Learning duration modulates replay precision and sharp wave–ripples in the hippocampal CA3
摘要
Sharp wave–ripples (SWRs) and hippocampal sequence replay are central to memory consolidation. While learning-induced structuring of synaptic circuitry enables the emergence of replay and SWRs, learning is not merely a prerequisite—rather, the extent and duration of learning may fundamentally shape the progressive refinement of synaptic weight structures over time. However, how learning duration influences the stabilization of replay and SWR dynamics, and how prolonged learning shapes mature synaptic circuitry to support network-level activity, remain poorly understood. Here, we developed a biologically realistic network model of the hippocampal CA3 region to systematically investigate the effects of learning duration on sequence replay and SWR mediated by spike-timing-dependent and homeostatic plasticity. By analyzing the evolution of synaptic weight structures, replay performance, and SWR dynamics following learning of varying durations, we identified a mechanistic link between learning-driven synaptic weight reorganization and network-level dynamics.

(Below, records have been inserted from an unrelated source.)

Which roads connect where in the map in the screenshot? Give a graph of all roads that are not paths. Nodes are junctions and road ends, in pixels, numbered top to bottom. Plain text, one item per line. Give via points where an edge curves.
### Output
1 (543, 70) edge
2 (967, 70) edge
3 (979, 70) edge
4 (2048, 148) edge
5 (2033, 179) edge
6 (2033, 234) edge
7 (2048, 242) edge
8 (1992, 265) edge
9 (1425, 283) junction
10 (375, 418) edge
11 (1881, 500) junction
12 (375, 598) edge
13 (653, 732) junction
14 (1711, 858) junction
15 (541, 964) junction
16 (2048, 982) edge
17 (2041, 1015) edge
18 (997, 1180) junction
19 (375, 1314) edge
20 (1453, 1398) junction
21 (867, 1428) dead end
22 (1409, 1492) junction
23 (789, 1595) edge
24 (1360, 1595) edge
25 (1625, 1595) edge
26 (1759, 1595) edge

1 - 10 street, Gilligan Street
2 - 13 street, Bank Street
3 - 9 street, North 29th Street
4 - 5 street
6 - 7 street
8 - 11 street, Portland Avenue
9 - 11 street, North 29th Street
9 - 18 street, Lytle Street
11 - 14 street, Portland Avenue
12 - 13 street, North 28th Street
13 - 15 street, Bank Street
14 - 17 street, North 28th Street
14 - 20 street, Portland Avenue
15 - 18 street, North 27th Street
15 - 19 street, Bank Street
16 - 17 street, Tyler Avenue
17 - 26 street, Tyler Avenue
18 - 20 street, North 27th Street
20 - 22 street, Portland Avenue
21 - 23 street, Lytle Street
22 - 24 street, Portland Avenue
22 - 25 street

Prolonged learning progressively enhanced replay accuracy and stability, accompanied by more orderly and efficient SWR patterns. Notably, synaptic connections among thorny pyramidal cells evolved toward a sparse and focused architecture, characterized by selective strengthening of synapses between place cells with adjacent place fields and consolidation of local trajectory pathways. The structural organization of synaptic weights supports improved replay precision and enhanced stability of SWR dynamics. Together, these findings establish learning duration as a key determinant of synaptic weight structure maturation and network dynamical stability in hippocampal memory processing. Furthermore, this study clarifies how biologically plausible synaptic plasticity mechanisms support stable and efficient memory replay during consolidation.